Early in 2014, Simple was a mid-stage startup with only a single analytics-focused employee. When we wanted to answer a question about customer behavior or business performance, we would have to query production databases. Everybody in the company wanted to make informed decisions, from engineering to product strategy to business development to customer relations, so it was clear that we needed to build a data warehouse and a team to support it.
Today, we are over a year into a partnership with BBVA and Simple is nearly 300 employees strong. We have a Director of Data leading a team of five engineers and five analysts who have access to a wealth of business data stored centrally in Amazon Redshift as our data warehouse. Building robust, near real-time analytics capabilities wasn’t easy and we learned a few hard lessons along the way. This post shares some details of what our current data infrastructure looks like, how we make use of it, and some of the decisions that led us here.

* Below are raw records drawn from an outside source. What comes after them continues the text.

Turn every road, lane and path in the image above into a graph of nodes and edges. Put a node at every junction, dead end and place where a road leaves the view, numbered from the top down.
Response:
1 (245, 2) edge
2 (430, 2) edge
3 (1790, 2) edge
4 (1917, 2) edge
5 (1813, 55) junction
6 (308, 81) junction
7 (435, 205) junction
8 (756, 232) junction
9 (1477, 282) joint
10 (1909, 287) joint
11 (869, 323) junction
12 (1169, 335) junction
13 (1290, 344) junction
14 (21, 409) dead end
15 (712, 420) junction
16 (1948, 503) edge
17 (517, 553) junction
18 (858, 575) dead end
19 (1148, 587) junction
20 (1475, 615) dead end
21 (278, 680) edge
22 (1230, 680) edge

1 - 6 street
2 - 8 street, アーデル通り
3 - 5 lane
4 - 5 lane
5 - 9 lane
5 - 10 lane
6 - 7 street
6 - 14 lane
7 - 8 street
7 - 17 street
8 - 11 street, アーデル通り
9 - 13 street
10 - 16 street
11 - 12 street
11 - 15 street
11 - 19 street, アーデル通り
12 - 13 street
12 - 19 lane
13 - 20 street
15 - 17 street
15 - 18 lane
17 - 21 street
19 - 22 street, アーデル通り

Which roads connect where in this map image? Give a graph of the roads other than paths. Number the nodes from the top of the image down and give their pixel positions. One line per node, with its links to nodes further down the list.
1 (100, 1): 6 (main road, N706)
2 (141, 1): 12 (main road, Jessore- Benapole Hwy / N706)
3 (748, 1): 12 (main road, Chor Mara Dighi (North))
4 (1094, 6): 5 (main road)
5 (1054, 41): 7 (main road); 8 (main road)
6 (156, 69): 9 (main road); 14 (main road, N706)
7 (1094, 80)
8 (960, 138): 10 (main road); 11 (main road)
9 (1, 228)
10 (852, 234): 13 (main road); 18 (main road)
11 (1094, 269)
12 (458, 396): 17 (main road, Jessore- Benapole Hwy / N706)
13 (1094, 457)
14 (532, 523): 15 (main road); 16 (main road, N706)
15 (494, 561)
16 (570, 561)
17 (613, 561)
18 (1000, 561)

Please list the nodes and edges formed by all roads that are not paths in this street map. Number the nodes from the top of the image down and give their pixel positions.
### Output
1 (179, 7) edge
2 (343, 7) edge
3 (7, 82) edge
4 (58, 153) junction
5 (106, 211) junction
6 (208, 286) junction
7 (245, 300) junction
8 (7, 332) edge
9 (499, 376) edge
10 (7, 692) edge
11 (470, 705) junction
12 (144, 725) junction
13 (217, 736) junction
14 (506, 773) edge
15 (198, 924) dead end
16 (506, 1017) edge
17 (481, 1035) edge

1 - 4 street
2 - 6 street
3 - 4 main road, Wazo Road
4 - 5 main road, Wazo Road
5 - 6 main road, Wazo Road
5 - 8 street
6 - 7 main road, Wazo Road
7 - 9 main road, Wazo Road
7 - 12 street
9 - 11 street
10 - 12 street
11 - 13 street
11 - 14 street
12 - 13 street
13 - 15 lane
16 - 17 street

How We Structure Our Data Team
Our analysts and engineers are a resource for the rest of the company, providing the data to inform decisions. Some examples of how we collaborate include:
- Working with the Product Team to interpret event tracking data to help them understand how users interact with the app and how the team should prioritize potential features.
- Partnering with Risk to recognize atypical usage patterns and pinpoint emerging forms of fraud.
- Building dashboards to help Customer Relations anticipate staffing needs, optimize their schedule, and effectively respond to emergent issues.
- Providing metrics to our Executive Leadership Team and the Board to guide decisions about strategic vision for the company.
It’s important for the entire company to have access to data. Folks from any department are able to submit data analysis and infrastructure requests to our team via GitHub* issues. A rotating weekly analytics lead triages and tags those issues throughout the week.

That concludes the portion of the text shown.